What is the appropriate age to have the "birds and bees" talk with your children?
I don't know if there is a appropriate age to have the talk. I think it's when the child ask the parent about it. I don't think a parent should force the birds and bees talk if the child isn't interested in it.
I have taken a lot of parenting classes and was always told to answer the questions simply and honestly when they come up, with enough details for the age. Let your kids know that they can come to you with any questions because they will get false information from the schoolyard. I would say that girls should know by the age of around 10, as so many girls are starting their cycle earlier these days. 12 for boys.
Interesting question...I would say the birds and bees biological differences talk should occur very young and into the 4th or 5th grade...the actual sex talk should definitely occur by the 6th grade. As a therapist I work with kids all the time who know WAYYYYYY more than we think they know at that age (and of course it's all whacked out wrong information). Parents have the tendency to turn a blind eye to the realities of what kids talk about and know so they like to think that their kid is too young to have that talk. Well....it's not.
When my daughter was six, I averheard her friend asking if she was having sex with her boyfriend! When her friend had gone home I asked her if she knew what sex actually was and she replied, 'it's where you get naked and kiss and cuddle in bed'.
The birds and bees talk, I think should be done when they start showing that they are curious about it or, as already said; when they ask.
But I think that it's important that before they go to a mainstream school they are taught that their bodies are their own. That the private parts are to be touched by noone other than themselves and to come to you if they have any questions or concerns about the goings' on at school.
Kids are growing up way too fast these days and they are more aware than any of us can imagine. Even if they are completely innocent and showing no signs, there may be a child or two in the classroom that is more advanced or has experienced or witnessed more than they should within the home.
Thanks for all the feedback everyone. I realize kids know way too much these days. My son is shy and embarrasses easily. Doubt he would ask questions so I occasionally bring up the topic and gage where he is at. My daughter is 5 and doesn't show any curiosity.

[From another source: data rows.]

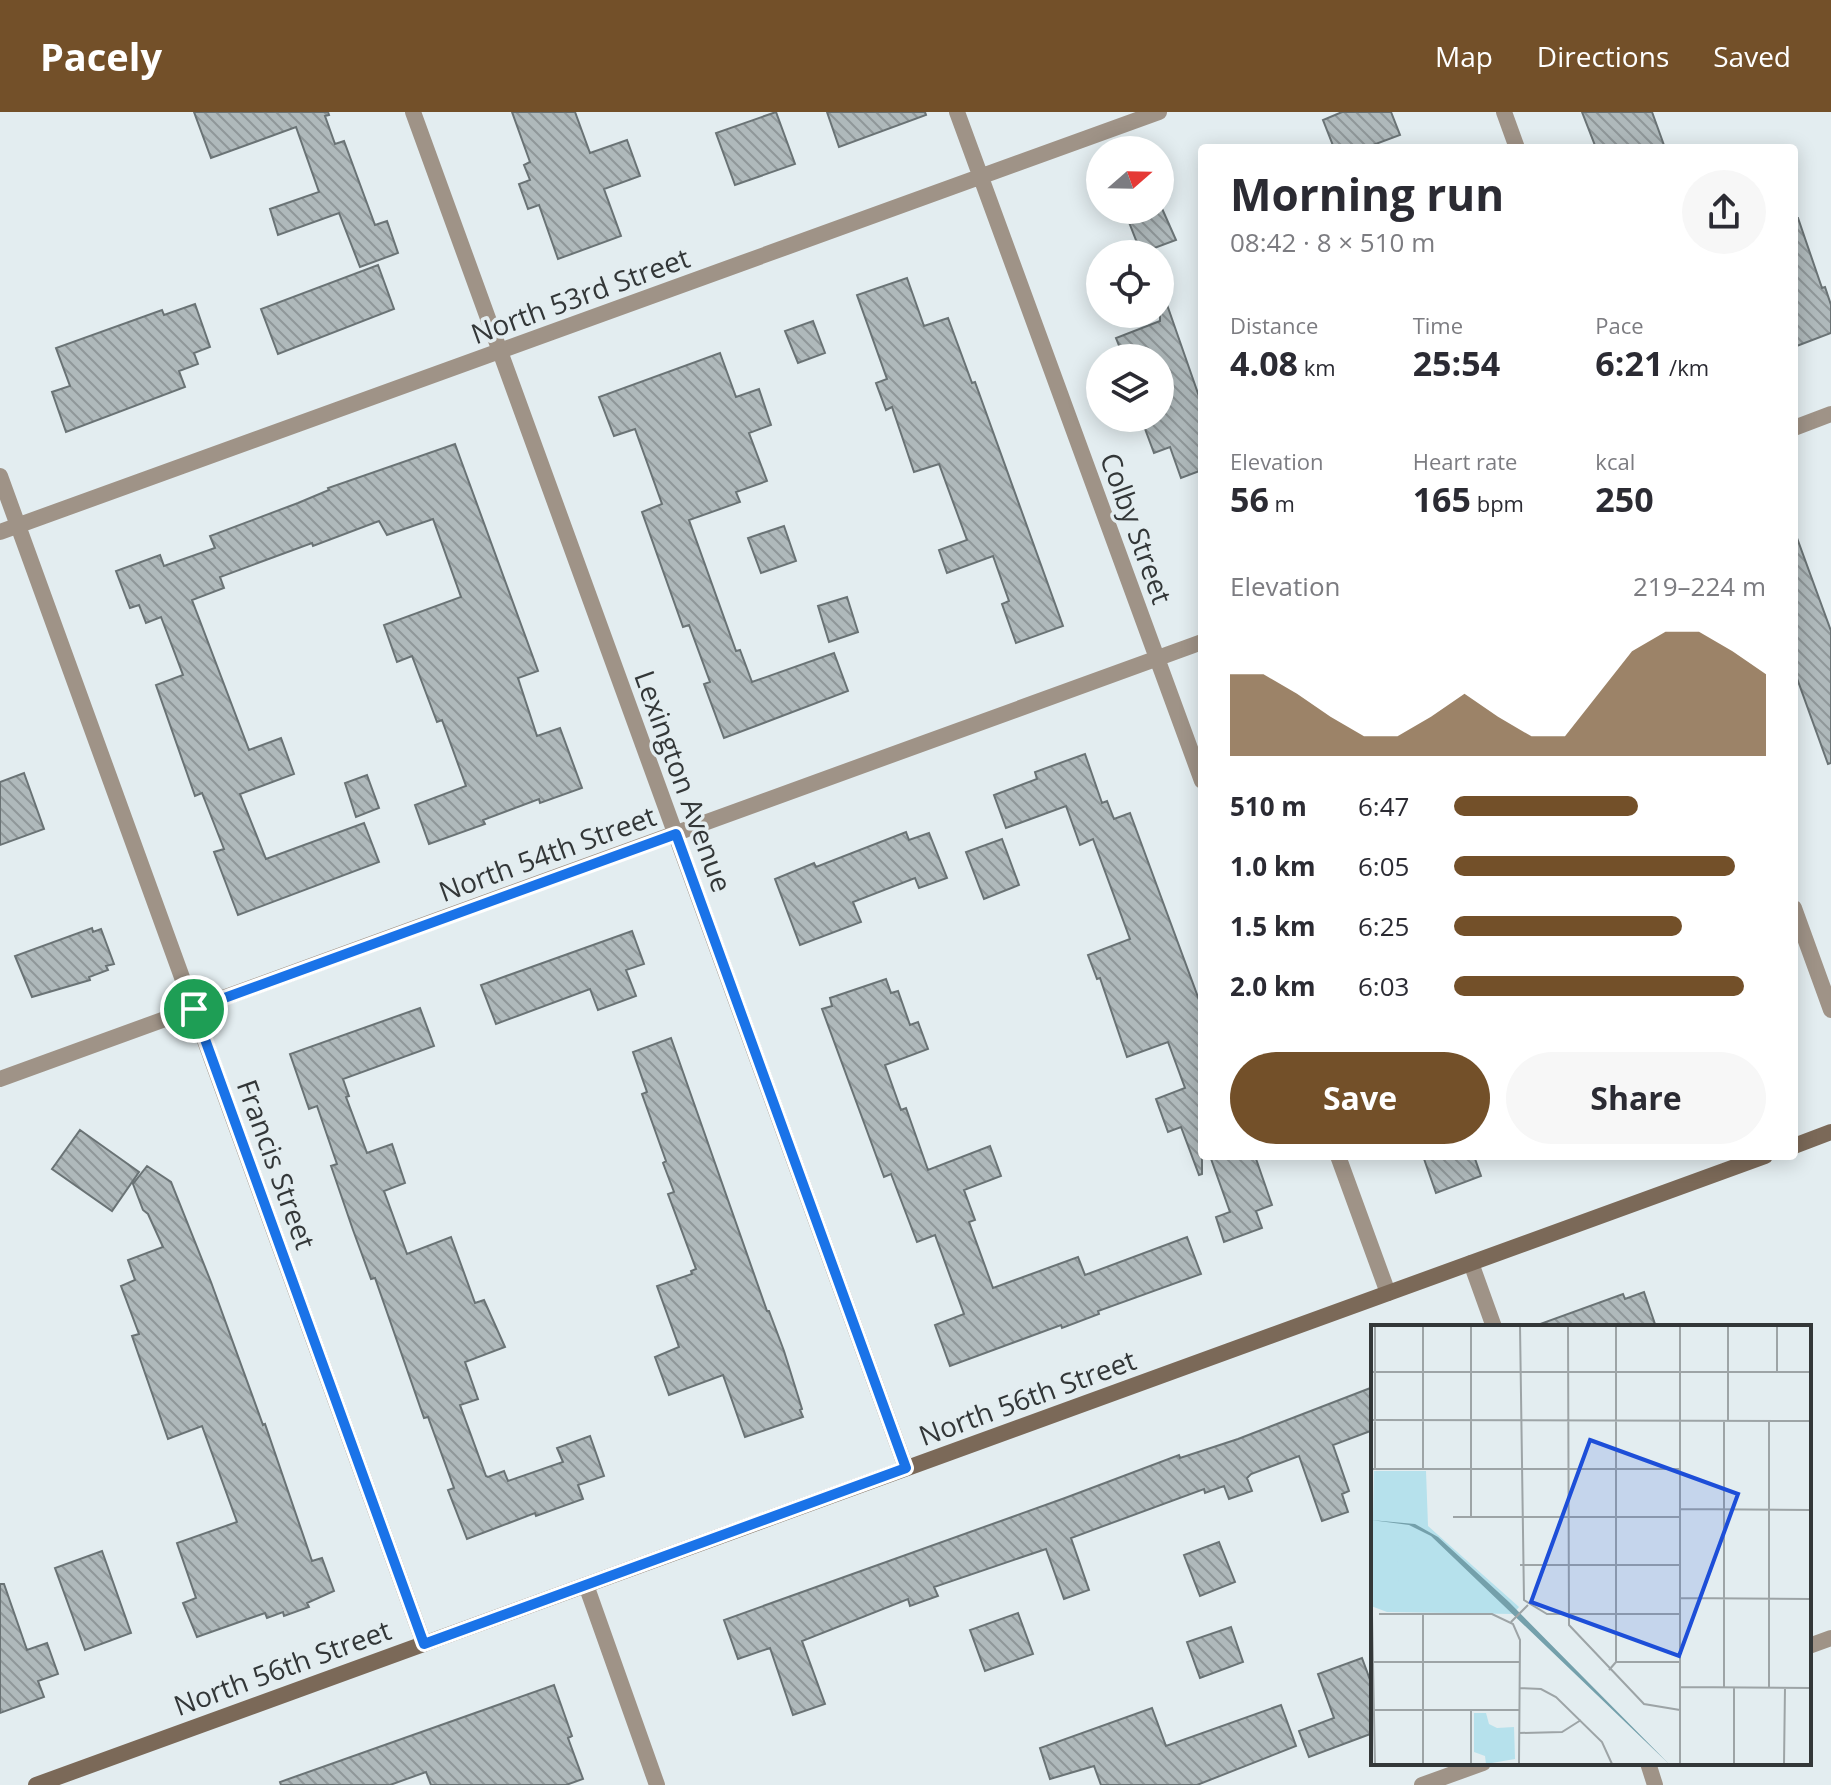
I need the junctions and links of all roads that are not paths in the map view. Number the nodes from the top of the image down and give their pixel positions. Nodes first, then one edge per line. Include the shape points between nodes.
1 (413, 112) edge
2 (957, 112) edge
3 (1159, 112) edge
4 (1504, 112) edge
5 (1516, 144) edge
6 (981, 175) junction
7 (500, 351) junction
8 (1831, 414) edge
9 (1798, 426) edge
10 (0, 476) edge
11 (18, 525) junction
12 (0, 532) edge
13 (1198, 644) edge
14 (1158, 659) junction
15 (1198, 770) edge
16 (676, 834) junction
17 (1798, 919) edge
18 (194, 1009) junction
19 (1831, 1010) edge
20 (0, 1079) edge
21 (1831, 1132) edge
22 (1798, 1144) edge
23 (1339, 1160) edge
24 (1754, 1160) edge
25 (1471, 1263) junction
26 (1388, 1293) junction
27 (1493, 1325) edge
28 (906, 1468) junction
29 (586, 1585) junction
30 (1831, 1638) edge
31 (424, 1644) junction
32 (1811, 1645) edge
33 (1477, 1765) edge
34 (1649, 1765) edge
35 (36, 1785) edge
36 (657, 1785) edge
37 (1422, 1785) edge
38 (1655, 1785) edge

1 - 7 street, Lexington Avenue
2 - 6 street, Colby Street
3 - 6 street, North 53rd Street
4 - 5 street
6 - 7 street, North 53rd Street
6 - 14 street, Colby Street
7 - 11 street, North 53rd Street
7 - 16 street, Lexington Avenue
8 - 9 street
10 - 11 street, Francis Street
11 - 12 street, North 53rd Street
11 - 18 street, Francis Street
13 - 14 street, North 54th Street
14 - 15 street, Colby Street
14 - 16 street, North 54th Street
16 - 18 street, North 54th Street
16 - 28 street, Lexington Avenue
17 - 19 street
18 - 20 street, North 54th Street
18 - 31 street, Francis Street
21 - 22 main road
23 - 26 street
24 - 25 main road, North 56th Street
25 - 26 main road, North 56th Street
25 - 27 street
26 - 28 main road, North 56th Street
28 - 29 main road, North 56th Street
29 - 31 main road, North 56th Street
29 - 36 street
30 - 32 street
31 - 35 main road, North 56th Street
33 - 37 street
34 - 38 street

If they don't hear from you they'll hear from schoolmates. I never had that talk with my parents, but I knew some of it by the time I was 10 and all of it within a couple years of then, so I guess it's whether or not you want to beat older siblings and friends to the punch!
I think a parent needs to be open and prepared for the questions as they come rather than to plan for the "big talk." Answer as briefly as possible. Your kids will ask for more info as time goes on. Te most important thing is to be open, relaxed, and free from embarassment. If you're not comfortable, find another family member who can help. Your feelings about sexuality will influence your kids.
I teach college kids and we used to have an essay we read which was about birth control and schools. Over the years, during our discussions, I questioned the kids about where they had gotten information about sex. Very, very few got most of their information from parents. So my goal has been to be sure my kids felt comfortable talking with me and my husband. I told them anything they asked but usually they haven't wanted to know as much as I was willing to tell! Most of all, I gave them the message that I was willing to answer any question they had. I told them that if I did not know the answer, I would find it out.